SECTION 2. Section 27-105-353, Mississippi Code of 1972, is brought forward as follows:
27-105-353. The board of mayor and aldermen or other municipal authorities of each and every city, town or village in the state are required to select a depository in the manner provided by law for the selection of county depositories. Before being selected, a depository must be certified by the State Treasurer as meeting the capital ratio requirement specified in Section 27-105-5 or 27-105-6. An institution shall not be a qualified depository and shall not receive any municipal funds unless its ratio has been certified annually by the State Treasurer as meeting the prescribed requirement. Notwithstanding the foregoing, any financial institution not meeting the prescribed ratio requirement whose accounts are insured by the Federal Deposit Insurance Corporation or any successors to that insurance corporation may receive municipal funds in an amount not exceeding the amount that is insured by that insurance corporation and may qualify as a municipal depository to the extent of that insurance.

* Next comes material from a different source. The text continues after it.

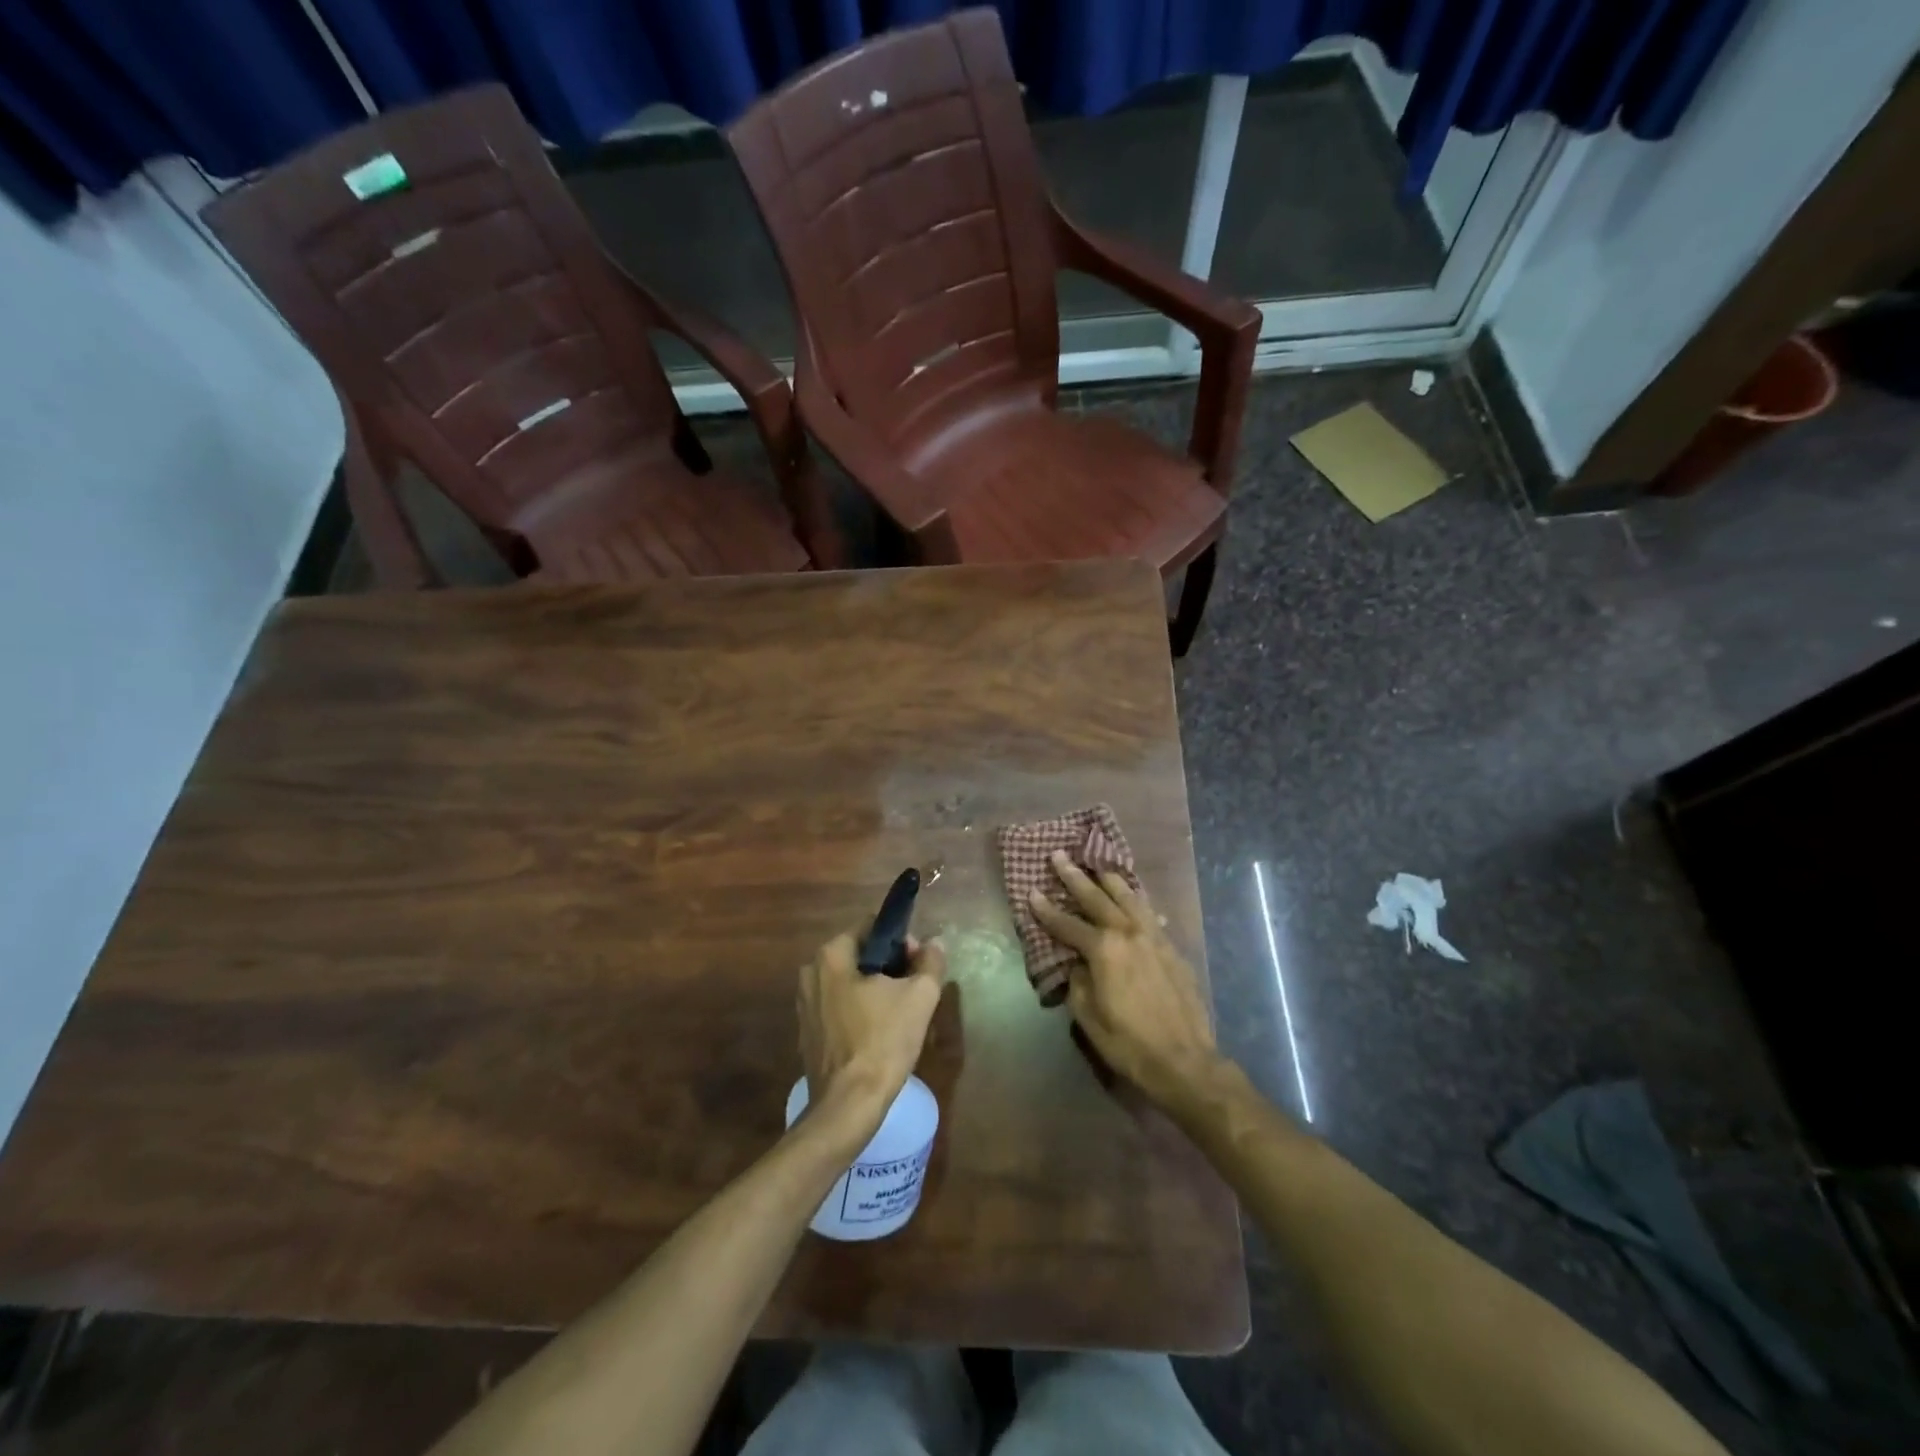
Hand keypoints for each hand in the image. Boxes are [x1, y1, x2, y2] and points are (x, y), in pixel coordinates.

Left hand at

SECTION 3. Section 31-19-5, Mississippi Code of 1972, is brought forward as follows:
31-19-5. Any funds received from the sale of bonds, notes, or certificates of indebtedness heretofore or hereafter sold by the State of Mississippi or any agency or department thereof or by any county, municipality, road district, levee district, development district, utility district, school district, drainage district or other entity authorized by law to issue bonds, notes, or certificates of indebtedness, which are not immediately required for disbursement for the purpose for which issued, may be invested by the proper authorities in any direct obligation issued by or guaranteed in full as to principal and interest by the United States of America or in certificates of deposit issued by a qualified depository of the State of Mississippi as approved by the State Treasurer, maturing or being redeemable by the holder on or prior to the date upon which such funds will be required for disbursement and bearing interest at a rate per annum not less than a simple interest rate numerically equal to the average bank discount rate on United States Treasury bills of comparable maturity or the current rate of interest paid on certificates of deposit or on United States Treasury obligations of comparable maturities, whichever is the higher, provided, however, that the proceeds from the sale of bonds issued pursuant to Sections 57-1-131 through 57-1-145, Mississippi Code of 1972, or Chapter 3 of Title 57, Mississippi Code of 1972, may be invested in certificates of deposit issued by qualified depositories of the State of Mississippi bearing interest at any rate per annum which may be mutually agreed upon, but in no case shall said rate be less than such average bank discount rate.
Funds received pursuant to this section shall be invested as heretofore described or may be invested, pursuant to rules promulgated by the State Treasurer, in obligations described in Section 27-105-33(d), Mississippi Code of 1972; however, funds described in this section may not be invested in securities of, or interests in, any open-end or closed-end management type investment company or investment trust, such as those described in Section 27-105-33(e).
SECTION 4. This act shall take effect and be in force from and after July 1, 2007.